Because of what is happening in America these days, I decided to watch one of the Sunday morning talk shows - where they talked about the national debt and the debt limit.  As part of that, they showed a live shot of the national debt clock on the side of the building in New York City.  I had not seen a shot of it for a while - and I was a little surprised that it is now at $14.523 trillion.  That is a couple of hundred billion dollars higher than the official Treasury website ( at this time - I suspect because the number on the sign in New York is a calculated number (it is going up so quickly anyway in the meantime that probably no data feed could keep up with it), rather than a reported number, which is what the Treasury number is (but that one is not updated continuously), and the calculated number has gotten a little ahead of the official number. 

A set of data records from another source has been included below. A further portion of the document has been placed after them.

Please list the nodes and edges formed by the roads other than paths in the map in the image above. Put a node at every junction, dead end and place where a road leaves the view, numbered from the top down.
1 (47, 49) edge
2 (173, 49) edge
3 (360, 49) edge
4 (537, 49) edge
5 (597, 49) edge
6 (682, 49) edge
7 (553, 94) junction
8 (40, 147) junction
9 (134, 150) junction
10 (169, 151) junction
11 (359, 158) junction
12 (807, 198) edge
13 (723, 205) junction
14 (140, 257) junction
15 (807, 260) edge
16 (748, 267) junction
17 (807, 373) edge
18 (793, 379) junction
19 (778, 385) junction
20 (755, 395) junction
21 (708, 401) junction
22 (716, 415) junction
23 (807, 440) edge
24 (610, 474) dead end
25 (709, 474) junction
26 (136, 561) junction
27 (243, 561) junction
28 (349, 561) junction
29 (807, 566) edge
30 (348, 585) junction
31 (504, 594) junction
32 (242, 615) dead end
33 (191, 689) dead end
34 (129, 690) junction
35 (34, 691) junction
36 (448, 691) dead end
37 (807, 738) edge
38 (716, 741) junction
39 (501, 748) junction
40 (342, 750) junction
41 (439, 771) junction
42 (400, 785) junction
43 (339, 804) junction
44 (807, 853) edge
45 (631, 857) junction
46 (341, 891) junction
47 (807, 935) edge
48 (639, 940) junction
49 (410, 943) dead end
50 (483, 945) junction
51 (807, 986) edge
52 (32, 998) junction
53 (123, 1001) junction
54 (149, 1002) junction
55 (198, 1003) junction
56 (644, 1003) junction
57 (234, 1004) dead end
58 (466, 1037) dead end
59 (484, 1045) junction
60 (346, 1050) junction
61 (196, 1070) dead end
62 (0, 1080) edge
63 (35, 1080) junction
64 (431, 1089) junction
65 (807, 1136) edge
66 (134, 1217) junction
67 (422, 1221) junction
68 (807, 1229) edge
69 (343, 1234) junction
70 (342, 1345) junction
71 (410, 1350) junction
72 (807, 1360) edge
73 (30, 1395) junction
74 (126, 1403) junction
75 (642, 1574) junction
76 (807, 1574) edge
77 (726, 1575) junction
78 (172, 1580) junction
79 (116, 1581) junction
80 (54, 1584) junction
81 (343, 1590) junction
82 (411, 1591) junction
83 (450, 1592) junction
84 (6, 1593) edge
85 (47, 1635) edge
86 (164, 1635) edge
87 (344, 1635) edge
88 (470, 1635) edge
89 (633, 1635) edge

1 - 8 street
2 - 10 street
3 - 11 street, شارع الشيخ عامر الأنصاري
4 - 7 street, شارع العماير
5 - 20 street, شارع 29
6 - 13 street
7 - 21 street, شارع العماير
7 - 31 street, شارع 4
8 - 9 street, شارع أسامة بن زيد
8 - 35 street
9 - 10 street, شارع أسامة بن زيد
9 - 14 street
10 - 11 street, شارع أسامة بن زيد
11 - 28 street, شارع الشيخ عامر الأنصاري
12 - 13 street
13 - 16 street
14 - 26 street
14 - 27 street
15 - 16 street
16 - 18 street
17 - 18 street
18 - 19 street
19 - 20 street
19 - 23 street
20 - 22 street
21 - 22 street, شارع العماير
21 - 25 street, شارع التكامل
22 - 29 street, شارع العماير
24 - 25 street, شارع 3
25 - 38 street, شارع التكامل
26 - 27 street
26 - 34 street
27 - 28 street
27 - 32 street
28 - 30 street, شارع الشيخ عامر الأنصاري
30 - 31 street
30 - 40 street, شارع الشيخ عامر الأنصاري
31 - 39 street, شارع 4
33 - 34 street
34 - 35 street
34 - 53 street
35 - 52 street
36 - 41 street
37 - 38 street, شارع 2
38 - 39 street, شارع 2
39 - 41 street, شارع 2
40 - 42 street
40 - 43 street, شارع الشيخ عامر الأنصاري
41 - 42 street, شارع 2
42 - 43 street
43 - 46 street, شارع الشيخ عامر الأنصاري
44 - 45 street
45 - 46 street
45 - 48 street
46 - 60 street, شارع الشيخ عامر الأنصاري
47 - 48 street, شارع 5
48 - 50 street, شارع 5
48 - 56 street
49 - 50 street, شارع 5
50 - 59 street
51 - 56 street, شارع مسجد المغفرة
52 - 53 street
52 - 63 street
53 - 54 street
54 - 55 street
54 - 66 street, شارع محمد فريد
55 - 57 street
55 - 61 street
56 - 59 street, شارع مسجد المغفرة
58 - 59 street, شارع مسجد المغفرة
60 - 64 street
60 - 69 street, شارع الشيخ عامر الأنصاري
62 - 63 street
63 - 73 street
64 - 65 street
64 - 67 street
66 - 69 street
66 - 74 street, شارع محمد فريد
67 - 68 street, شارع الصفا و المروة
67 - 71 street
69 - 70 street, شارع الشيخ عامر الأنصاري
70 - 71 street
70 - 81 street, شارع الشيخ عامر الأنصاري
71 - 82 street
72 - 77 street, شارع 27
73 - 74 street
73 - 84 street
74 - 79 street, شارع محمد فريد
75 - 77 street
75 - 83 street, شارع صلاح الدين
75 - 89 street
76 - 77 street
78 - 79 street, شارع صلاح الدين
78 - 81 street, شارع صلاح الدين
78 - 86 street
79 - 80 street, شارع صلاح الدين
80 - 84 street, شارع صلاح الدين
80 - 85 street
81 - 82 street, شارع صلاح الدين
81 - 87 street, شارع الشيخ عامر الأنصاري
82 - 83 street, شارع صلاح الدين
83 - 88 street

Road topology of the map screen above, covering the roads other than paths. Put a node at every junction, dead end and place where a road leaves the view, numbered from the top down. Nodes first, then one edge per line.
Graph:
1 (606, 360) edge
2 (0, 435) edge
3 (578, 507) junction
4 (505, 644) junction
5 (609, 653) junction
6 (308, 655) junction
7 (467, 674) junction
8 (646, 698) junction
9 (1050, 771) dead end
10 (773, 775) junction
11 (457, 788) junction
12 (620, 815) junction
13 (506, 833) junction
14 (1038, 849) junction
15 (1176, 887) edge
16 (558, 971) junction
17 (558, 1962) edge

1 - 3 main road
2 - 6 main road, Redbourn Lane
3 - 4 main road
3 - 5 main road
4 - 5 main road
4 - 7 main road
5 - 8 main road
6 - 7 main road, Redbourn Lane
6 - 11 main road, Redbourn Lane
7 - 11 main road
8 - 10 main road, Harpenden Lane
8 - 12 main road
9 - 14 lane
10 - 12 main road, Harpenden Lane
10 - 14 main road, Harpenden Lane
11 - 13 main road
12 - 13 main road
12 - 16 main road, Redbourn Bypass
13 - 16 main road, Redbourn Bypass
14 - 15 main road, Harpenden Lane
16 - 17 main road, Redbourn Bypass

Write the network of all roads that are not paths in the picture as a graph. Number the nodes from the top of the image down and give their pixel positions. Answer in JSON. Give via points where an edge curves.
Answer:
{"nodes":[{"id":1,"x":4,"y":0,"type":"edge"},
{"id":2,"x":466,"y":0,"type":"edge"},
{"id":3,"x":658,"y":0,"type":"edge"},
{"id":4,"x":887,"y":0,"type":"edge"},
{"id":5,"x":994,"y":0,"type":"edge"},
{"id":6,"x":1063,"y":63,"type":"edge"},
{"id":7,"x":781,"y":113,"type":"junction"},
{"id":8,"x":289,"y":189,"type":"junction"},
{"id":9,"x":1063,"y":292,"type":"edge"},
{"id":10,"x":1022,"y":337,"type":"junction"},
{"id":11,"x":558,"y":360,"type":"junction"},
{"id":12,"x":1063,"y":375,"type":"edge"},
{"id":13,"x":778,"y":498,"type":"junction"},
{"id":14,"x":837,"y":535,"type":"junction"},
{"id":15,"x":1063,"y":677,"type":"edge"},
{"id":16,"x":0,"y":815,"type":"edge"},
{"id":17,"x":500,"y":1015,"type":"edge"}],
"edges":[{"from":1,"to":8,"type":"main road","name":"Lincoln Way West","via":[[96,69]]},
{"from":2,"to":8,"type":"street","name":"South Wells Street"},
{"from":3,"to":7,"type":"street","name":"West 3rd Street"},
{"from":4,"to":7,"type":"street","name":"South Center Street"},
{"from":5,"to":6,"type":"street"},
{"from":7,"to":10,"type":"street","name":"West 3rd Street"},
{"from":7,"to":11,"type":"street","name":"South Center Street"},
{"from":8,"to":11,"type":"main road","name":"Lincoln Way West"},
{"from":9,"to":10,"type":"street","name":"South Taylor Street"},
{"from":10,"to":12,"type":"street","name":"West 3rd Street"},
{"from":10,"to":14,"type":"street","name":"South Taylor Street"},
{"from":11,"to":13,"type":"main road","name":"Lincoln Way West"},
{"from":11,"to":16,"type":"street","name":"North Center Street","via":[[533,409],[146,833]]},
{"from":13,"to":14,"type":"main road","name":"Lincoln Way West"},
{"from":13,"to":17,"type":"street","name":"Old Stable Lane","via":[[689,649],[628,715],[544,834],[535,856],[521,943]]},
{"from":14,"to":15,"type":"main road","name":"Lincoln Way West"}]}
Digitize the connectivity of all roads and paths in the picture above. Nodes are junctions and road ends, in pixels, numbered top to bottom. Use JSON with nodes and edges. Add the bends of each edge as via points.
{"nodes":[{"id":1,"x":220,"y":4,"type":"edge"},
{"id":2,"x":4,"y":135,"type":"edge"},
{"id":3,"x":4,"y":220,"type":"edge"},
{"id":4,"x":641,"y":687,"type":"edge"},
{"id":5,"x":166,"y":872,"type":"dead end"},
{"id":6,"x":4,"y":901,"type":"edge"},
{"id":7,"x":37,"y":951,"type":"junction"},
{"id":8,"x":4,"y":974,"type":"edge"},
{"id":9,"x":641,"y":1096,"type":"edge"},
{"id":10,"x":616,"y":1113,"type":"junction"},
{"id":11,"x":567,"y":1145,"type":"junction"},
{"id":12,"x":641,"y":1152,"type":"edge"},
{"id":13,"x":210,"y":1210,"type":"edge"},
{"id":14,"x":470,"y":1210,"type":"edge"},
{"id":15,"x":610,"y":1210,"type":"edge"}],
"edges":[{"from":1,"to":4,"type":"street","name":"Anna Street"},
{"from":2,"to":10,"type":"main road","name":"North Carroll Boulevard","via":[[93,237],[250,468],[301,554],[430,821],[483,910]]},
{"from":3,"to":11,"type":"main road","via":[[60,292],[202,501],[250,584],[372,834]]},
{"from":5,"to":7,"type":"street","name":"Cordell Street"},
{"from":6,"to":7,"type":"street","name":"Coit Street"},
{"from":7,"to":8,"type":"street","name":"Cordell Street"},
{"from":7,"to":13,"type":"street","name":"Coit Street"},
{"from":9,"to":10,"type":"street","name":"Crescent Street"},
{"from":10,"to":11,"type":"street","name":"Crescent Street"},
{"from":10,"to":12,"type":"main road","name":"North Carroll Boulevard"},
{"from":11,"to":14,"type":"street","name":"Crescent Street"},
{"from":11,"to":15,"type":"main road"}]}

But the difference in the two is really quite insignificant in relation to the total number - and, especially in relation to how quickly the total number is going up.  As I note on this website, as far as I can tell, the national debt went past the knee of the exponential sometime between about March and October 2008 (before Obama was even elected).  All exponentials have the characteristic that they do not start racing up immediately after the knee has been passed - there is always some time after the knee during which the exponential continues to go up slowly, albeit ever-more-quickly (but still rather slowly) as time goes on.  The U.S. debt exponential is so big that that time lasted over a year, from late in 2008 until about Dec. 1, 2009.  But then it started racing up - and has been doing so ever since.  The national debt went up $2 trillion from about Dec. 1, 2009 to Jan. 1, 2011 - 13 months.  And now it is expected to go up another $2 trillion in a year and a half - even by the number crunchers themselves!  That means it is past the knee of the exponential to the degree, i.e., to the point, where it is very definitely really going up vertically. 

We are now so far along on the vertical part of the exponential that nothing meaningful can be done about the situation anymore, there is virtually no chance that the U.S. is going to get below the knee of the exponential again.  Once the national debt goes truly exponential, the world is going to be a very different place.